For the VisualEditor, it may require some work to choose how to render their presence in the editable preview.

(In reply to comment #12)

Did I say that there was a RLM in a title ? No.

Which is why I said you were off topic and asked you to file a separate bug.

The title of this bug is "Allow saving pages with LRM and RLM in titles, showing a warning and requiring a user right" if your comment isn't about titles with rlms in them, you are doing something wrong in commenting on this bug.

There is a lot of bugs in bugzilla. If new bugs are filed as off topic comments on existing bugs, they are significanyly less likely to be fixed.

This was the only current bug I found speaking about the introduction of RLM/LRM to be allowed.
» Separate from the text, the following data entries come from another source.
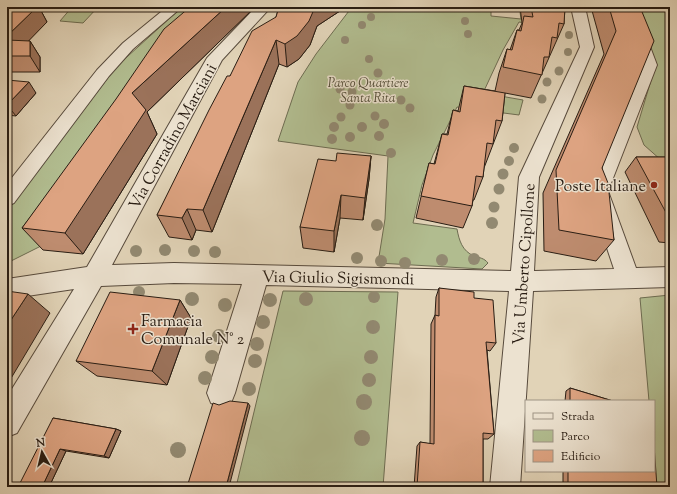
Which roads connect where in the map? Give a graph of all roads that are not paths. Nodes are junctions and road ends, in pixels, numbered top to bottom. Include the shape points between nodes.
1 (175, 7) edge
2 (264, 7) edge
3 (578, 7) edge
4 (628, 7) edge
5 (7, 198) edge
6 (257, 275) junction
7 (94, 276) junction
8 (670, 277) edge
9 (629, 279) junction
10 (522, 282) junction
11 (7, 289) edge
12 (220, 394) dead end
13 (7, 423) edge
14 (506, 487) edge

1 - 5 street via 128,46 103,73
2 - 7 street, Via Corradino Marciani via 215,58
3 - 10 street, Via Umberto Cipollone via 587,47 529,177
4 - 9 street via 649,65 598,191
6 - 7 street, Via Giulio Sigismondi via 174,273
6 - 10 street, Via Giulio Sigismondi
6 - 12 street
7 - 11 street, Via Giulio Sigismondi
7 - 13 street, Via Corradino Marciani
8 - 9 street, Via Giulio Sigismondi
9 - 10 street, Via Giulio Sigismondi
10 - 14 street, Via Umberto Cipollone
I demonstrate here that they can cause troubles not just in article title names, but anywhere: in the wiki code (of pages but more seriously as well code of templates), in the PHP code, or in a Lua module, if they are left invisible there (or inserted by some magic or bugs in the wiki editors using one of these unexpectedly altered PHP or Lua modules).

such titles can be *restricted* to accounts with a certain user right and a warning can be displayed to someone who is doing it.

Well the restriction part can probably be done with a simple titleblacklist entry? Though I am not sure how expensive it would be.